The function is integrated against a sample of size n[2]
taken without replacement from the data
. The argument int.points
can be used to override this (in which case you can specify n[2] = NA
). int.points
is a vector of integerish indices which specify rows of the data
to use instead.
library(mmpf)
library(randomForest)
## randomForest 4.6-12
## Type rfNews() to see new features/changes/bug fixes.
library(ggplot2)
##
## Attaching package: 'ggplot2'
## The following object is masked from 'package:randomForest':
##
## margin
library(reshape2)
data(swiss)
fit = randomForest(Fertility ~ ., swiss)
mp = marginalPrediction(swiss[, -1], "Education", c(10, nrow(swiss)), fit)
mp
## $prediction
## [1] 71.58794 71.67721 71.54158 66.14330 63.66906 63.08498 63.27220
## [8] 63.24072 62.79569 62.79569
##
## $points
## Education
## 1 1
## 2 7
## 3 13
## 4 18
## 5 24
## 6 30
## 7 36
## 8 41
## 9 47
## 10 53
ggplot(data.frame(mp), aes(Education, prediction)) + geom_point() + geom_line()
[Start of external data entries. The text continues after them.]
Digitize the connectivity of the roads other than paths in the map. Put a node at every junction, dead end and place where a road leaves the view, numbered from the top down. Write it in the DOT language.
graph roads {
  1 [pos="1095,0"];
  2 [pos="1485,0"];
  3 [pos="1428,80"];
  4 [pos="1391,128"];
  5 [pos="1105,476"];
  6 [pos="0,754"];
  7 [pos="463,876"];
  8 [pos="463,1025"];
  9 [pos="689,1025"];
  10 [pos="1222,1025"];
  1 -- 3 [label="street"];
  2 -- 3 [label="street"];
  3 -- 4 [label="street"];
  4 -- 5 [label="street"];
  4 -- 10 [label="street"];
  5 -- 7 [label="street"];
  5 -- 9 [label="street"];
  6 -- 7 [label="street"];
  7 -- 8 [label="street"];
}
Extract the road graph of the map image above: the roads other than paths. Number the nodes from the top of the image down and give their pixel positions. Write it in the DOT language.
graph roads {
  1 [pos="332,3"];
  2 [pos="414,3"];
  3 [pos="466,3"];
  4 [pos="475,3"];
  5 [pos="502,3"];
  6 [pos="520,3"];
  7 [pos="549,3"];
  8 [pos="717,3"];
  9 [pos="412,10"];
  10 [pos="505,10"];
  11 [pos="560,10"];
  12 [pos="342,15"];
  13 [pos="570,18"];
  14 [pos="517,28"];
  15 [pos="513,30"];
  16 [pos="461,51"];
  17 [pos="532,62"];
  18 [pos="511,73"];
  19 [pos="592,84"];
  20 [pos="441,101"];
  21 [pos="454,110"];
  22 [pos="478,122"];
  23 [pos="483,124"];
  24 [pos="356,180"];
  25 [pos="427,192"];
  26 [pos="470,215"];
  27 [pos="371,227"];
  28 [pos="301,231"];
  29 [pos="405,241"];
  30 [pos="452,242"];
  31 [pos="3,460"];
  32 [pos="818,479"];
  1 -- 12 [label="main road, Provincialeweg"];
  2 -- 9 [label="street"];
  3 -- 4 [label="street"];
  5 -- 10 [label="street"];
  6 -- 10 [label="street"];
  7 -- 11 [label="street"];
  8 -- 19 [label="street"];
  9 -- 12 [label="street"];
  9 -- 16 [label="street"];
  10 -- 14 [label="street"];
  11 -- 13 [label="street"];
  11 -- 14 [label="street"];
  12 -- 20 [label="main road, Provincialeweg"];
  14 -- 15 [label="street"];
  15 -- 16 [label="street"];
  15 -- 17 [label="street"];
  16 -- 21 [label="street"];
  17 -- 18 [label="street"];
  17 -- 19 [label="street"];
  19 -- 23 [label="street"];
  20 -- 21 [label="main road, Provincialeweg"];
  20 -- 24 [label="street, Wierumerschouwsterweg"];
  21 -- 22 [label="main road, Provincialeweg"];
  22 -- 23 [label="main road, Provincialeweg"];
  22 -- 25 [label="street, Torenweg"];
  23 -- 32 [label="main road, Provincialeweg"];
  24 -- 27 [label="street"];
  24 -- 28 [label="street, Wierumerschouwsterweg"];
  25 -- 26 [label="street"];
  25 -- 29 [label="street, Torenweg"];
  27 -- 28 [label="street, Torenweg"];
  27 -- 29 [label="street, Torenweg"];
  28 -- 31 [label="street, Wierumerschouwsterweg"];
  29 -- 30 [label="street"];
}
The output of marginalPrediction
is always a list with two elements, prediction
and points
.
By default the Monte-Carlo expectation is computed, which is set by the aggregate.fun
argument’s default value, the mean
function. Substituting, say, the median, would give a different output.
By passing the identity function to aggregate.fun
, which simply returns its input exactly, the integration points are returned directly so that the prediction
element of the return is a matrix of dimension n
. n
, although it is an argument, can be larger or smaller depending on the interaction between the input arguments n
and data
. For example if a uniform grid of size 10 is requested (via n[1]
) from a factor with only 5 levels, a uniform grid of size 5 is created. If vars
is a vector of length greater than 1, then n[1]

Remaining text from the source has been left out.